The development also pushes the impoverished country further into chaos and threatens to turn the political power struggle into a full-blown civil and sectarian conflict, pitting Houthi Shiites against the country's majority Sunnis, including powerful tribesmen and secessionists in the south.
It could also play into the hands of Yemen's al Qaeda branch, the world's most dangerous offshoot of the terror group, and jeopardize the U.S. counter-terrorism operations in the country.
The declaration was read out by TV announcer who said the move marked "a new era that will take Yemen to safe shores." It was televised to the nation on the rebels' television network, Al-Masseria TV.
An audience of hundreds of supporters, including former officials, at the Republican Palace in the capital, Sanaa, clapped furiously. Houthi supporters were expected to take to the streets in the capital and celebrate long into the night.
The takeover statement placed Houthis' security and intelligence arm, known as the "Revolutionary Committee," as the ruler of Yemen.
The impoverished Arabian Peninsula country has teetered on the brink of fragmentation for the past year but the crisis took a turn for the worse in September, when the Houthis took control of Sanaa after descending from their northern stronghold and fighting their way into central Yemen, seizing several other cities and towns along the way.
Their rising dominance -- which included a raid of the presidential palace and a siege of President Abed Rabbo Mansour Hadi's residence -- forced the president and all Cabinet members to submit their resignations in January.
Since then, Hadi and the ministers have been under house arrest. The rebels issued a deadline, which expired on Wednesday, for Yemen's political parties to negotiate what they called a way forward, warning that if there was no resolution, they would act unilaterally.

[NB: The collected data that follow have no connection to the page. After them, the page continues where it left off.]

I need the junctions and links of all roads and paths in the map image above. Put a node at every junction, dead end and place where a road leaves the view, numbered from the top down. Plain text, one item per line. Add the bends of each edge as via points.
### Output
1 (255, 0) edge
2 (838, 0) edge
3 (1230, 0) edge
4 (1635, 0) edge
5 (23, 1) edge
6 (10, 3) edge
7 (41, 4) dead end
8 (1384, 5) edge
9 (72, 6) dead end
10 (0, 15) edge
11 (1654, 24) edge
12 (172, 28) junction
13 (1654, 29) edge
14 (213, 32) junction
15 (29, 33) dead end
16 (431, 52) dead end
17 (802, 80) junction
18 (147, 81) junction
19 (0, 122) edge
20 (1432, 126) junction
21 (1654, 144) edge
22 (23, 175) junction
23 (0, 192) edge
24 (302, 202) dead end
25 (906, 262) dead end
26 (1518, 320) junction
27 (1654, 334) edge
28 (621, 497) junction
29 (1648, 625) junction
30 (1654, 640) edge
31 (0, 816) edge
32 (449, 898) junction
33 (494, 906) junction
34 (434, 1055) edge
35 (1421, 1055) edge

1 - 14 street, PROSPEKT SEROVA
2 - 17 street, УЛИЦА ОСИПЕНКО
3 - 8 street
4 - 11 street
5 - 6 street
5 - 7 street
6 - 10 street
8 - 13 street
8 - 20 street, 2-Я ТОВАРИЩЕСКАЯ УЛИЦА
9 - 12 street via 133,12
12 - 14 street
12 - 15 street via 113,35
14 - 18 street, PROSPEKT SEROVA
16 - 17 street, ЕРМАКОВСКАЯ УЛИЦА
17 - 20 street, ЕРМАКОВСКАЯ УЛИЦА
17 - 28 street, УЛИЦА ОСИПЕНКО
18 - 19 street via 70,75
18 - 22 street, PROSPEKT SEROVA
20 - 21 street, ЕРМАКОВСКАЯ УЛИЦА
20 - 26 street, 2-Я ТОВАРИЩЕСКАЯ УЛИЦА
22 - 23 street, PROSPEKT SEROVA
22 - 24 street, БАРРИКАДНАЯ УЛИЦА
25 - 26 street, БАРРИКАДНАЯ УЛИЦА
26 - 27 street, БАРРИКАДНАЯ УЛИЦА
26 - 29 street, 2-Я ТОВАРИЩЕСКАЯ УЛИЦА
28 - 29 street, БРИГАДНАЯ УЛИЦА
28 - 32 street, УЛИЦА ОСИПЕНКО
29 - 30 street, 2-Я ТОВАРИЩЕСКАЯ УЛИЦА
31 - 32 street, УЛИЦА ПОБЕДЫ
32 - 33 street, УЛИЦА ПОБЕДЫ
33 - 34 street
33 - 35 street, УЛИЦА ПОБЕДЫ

The Houthis also said that "Revolutionary Committee" would act as the country's government. The committee would also be tasked with forming a new parliament with 551 members. The committee is led by Mohammed Ali al-Houthi, a cousin of the Houthis' leader Abdel-Malek al-Houthi.
The new parliament would then set up a presidential council of five members that would replace Hadi for an interim, two-year period.
The announcement did not give a timetable for elections and gave no indication of Hadi's fate.
The announcement accused the political parties of "intentionally stalling" and failing to meet the Wednesday deadline, which forced their action, the Houthis said.
The takeover comes after days of failed talks sponsored by the U.N. envoy to Yemen, Jamal Benomar.
There was no immediate reaction from Washington, which has been Hadi's top ally, or the Sunni powerhouse Saudi Arabia, which shares a long border with Yemen. The kingdom is unlikely to welcome the Shiite rebels' takeover of a country at its doorstep.
Earlier Friday, Mohammed al-Sabri, a top politician from a multi-party alliance called the Joint Meeting Parties, described the Houthis' actions as a "coup," predicting it would lead to "international and regional isolation of Yemen."
Last year, the U.N. Security Council placed two Houthi leaders and deposed President Ali Abdullah Saleh -- also believed to be a main backer of the Houthis -- on a sanctions list for their role in derailing Yemen's transition.
"Today, the Houthis are taking an uncalculated (risk)," said al-Sabri. "They are a militia, not a political group."
A former member of the Houthis' political arm, Ansar Allah, described the takeover as "madness" and a "horror movie" that would result in Yemen's collapse.